# MATERIAL PROVIDED:
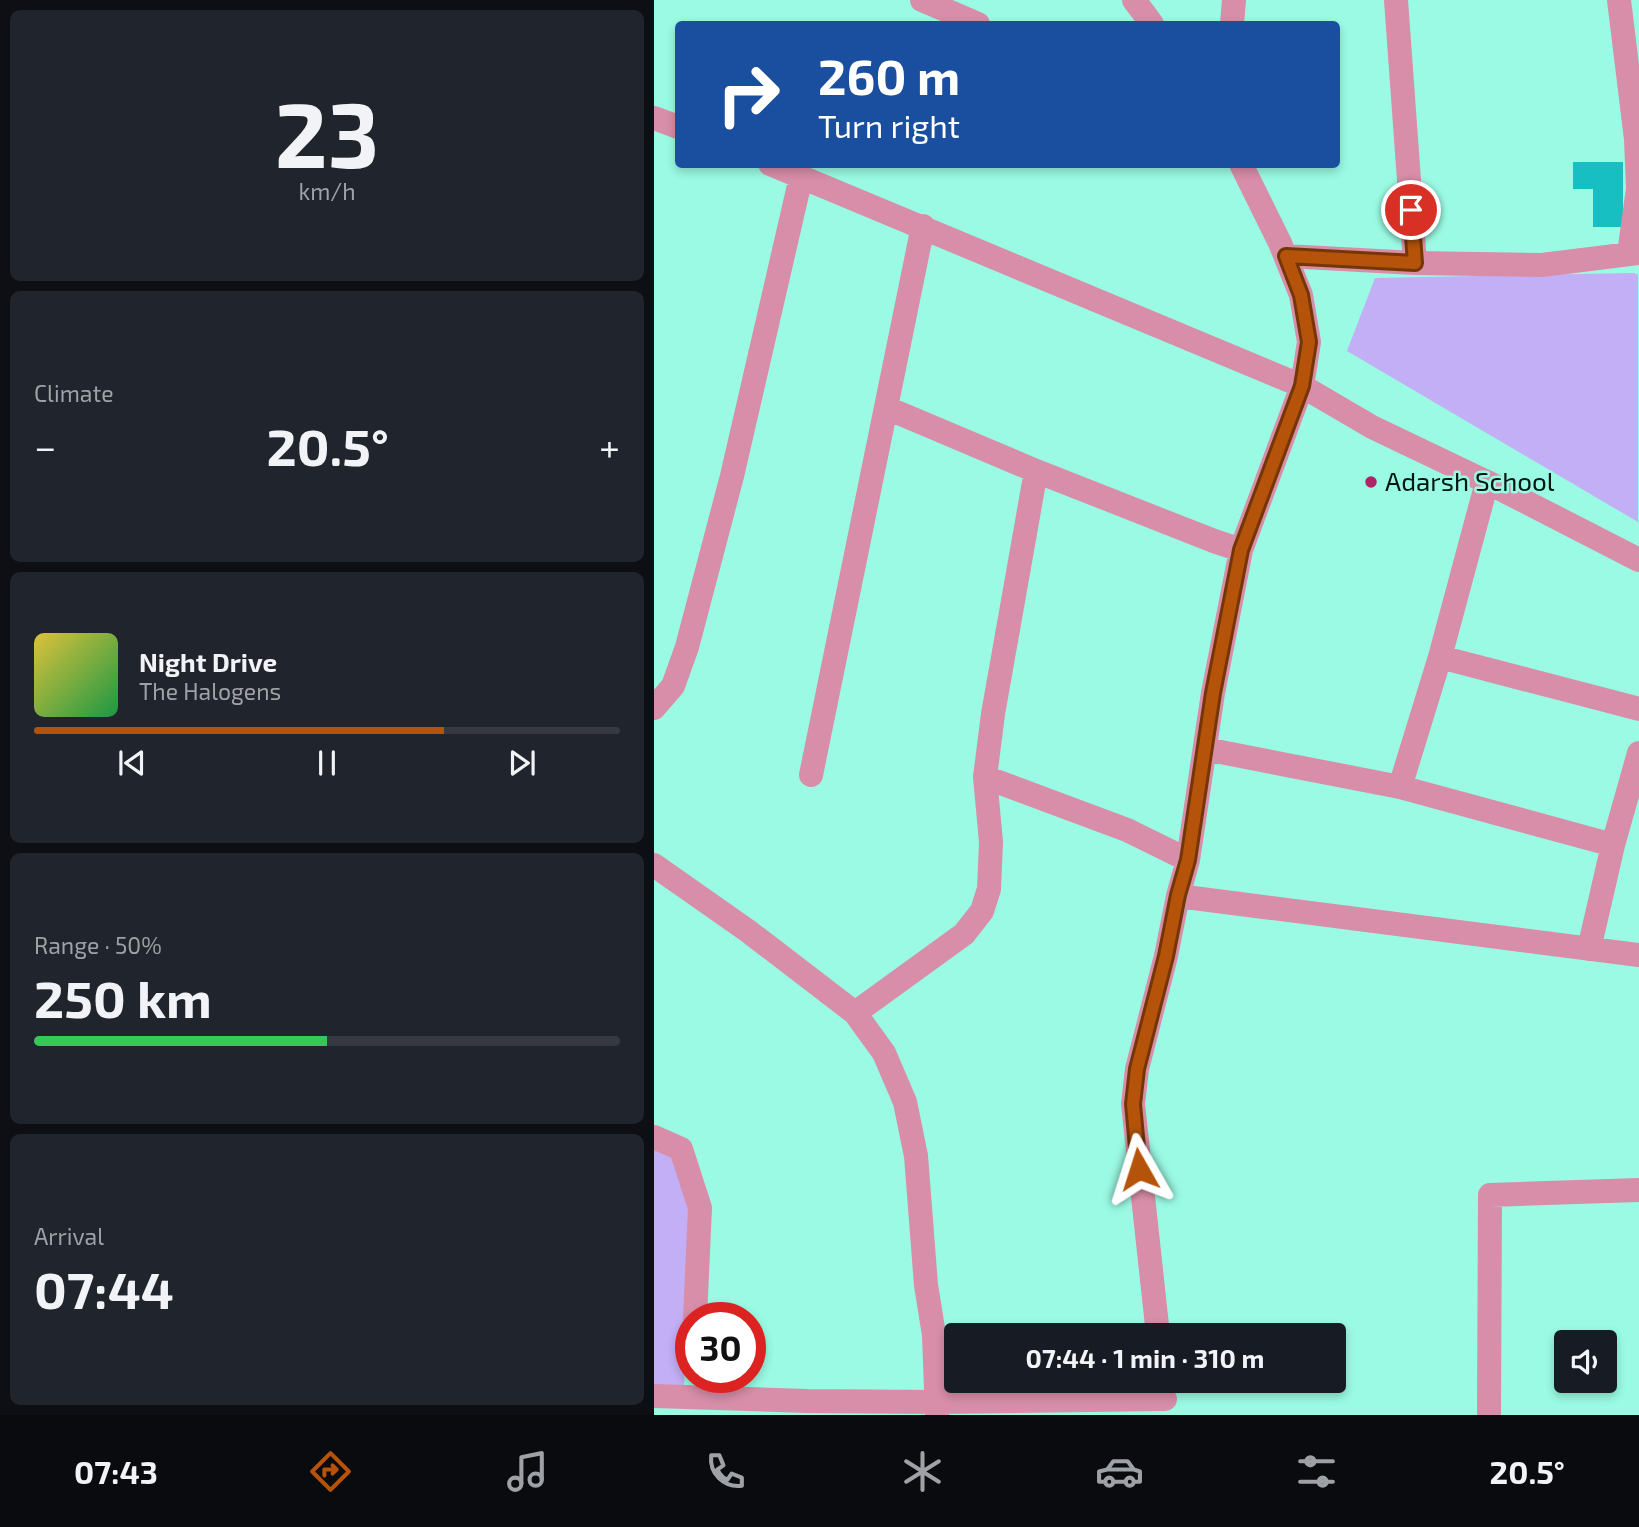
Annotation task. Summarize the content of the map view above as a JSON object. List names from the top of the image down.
{
  "places": ["Adarsh School"],
  "page": {
    "tile": [
      ["23", "km/h"],
      "Climate",
      ["Range · 50%", "250 km"],
      ["Arrival", "07:44"]
    ],
    "turn": ["260 m", "Turn right"],
    "heat": ["−", "20.5°", "+"],
    "song": ["Night Drive", "The Halogens"],
    "limit": "30",
    "trip": "07:44 · 1 min · 310 m",
    "tabs": ["07:43", "20.5°"]
  }
}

# WHAT NEEDS TO BE DONE:
Return the listing verbatim, pictures excluded.

# WORKED SOLUTION:
Annotation task. Summarize the content of the map view above as a JSON object. List names from the top of the image down.
{
  "places": ["Adarsh School"],
  "page": {
    "tile": [
      ["23", "km/h"],
      "Climate",
      ["Range · 50%", "250 km"],
      ["Arrival", "07:44"]
    ],
    "turn": ["260 m", "Turn right"],
    "heat": ["−", "20.5°", "+"],
    "song": ["Night Drive", "The Halogens"],
    "limit": "30",
    "trip": "07:44 · 1 min · 310 m",
    "tabs": ["07:43", "20.5°"]
  }
}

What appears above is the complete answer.